Conditions Precedent

 

Capitalized terms not otherwise defined herein have the same meanings

as specified therefor in the Letter Agreement to which this is attached

 

CONDITIONS PRECEDENT

 

 

TO CLOSING:

The obligations of BAMC under the Letter Agreement to provide the Bridge Facility, if required, will be subject to the satisfaction of the following:

 

 

 

 

(i)

The Bridge Facility will be funded, if at all, contemporaneously with the closing of the Merger Financing.

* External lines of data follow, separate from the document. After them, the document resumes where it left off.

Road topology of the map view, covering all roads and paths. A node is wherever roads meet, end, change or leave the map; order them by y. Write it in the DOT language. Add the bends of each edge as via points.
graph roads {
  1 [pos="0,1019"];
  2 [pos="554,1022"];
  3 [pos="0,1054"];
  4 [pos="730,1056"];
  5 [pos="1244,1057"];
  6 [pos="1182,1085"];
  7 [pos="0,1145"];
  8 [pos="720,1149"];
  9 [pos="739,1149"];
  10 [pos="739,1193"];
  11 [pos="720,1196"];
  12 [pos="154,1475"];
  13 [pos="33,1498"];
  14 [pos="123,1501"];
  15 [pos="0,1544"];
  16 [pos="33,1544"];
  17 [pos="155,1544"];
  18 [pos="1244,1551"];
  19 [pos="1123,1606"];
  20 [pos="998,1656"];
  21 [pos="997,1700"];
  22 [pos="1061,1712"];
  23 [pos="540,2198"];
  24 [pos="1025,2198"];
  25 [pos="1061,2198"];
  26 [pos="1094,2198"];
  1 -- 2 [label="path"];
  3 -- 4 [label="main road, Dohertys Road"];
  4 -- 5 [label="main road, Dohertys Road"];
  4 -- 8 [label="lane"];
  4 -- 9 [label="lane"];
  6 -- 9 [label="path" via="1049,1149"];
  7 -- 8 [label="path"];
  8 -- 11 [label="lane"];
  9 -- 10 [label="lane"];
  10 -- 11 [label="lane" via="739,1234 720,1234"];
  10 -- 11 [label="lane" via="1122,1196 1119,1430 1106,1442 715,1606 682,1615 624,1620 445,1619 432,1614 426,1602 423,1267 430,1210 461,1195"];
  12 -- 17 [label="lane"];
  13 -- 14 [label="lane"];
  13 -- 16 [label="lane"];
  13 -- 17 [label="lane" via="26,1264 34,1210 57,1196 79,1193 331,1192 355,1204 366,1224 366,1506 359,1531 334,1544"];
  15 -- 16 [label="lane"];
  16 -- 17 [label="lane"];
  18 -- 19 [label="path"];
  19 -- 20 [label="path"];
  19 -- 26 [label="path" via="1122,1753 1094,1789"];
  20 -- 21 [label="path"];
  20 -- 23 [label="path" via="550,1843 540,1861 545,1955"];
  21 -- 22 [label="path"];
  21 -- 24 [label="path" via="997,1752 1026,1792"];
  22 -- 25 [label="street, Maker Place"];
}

The final terms and conditions of each aspect of the Merger Transaction, including, without limitation, all tax aspects thereof, shall be as set forth in the Merger Agreement.

 

 

 

 

(ii)

BAS shall have received reasonably satisfactory opinions of counsel to the Company (which shall cover, among other things, authority, legality, validity, binding effect and enforceability of the documents for the Bridge Facility) and of appropriate local counsel and such corporate resolutions, certificates and other documents as BAS shall reasonably require.

 

 

 

 

(iii)

Subject to the limitations in the Commitment Letter, all accrued fees and out-of-pocket expenses of BofA (including the fees and expenses of counsel for BofA) to the extent invoiced to the Company shall have been paid.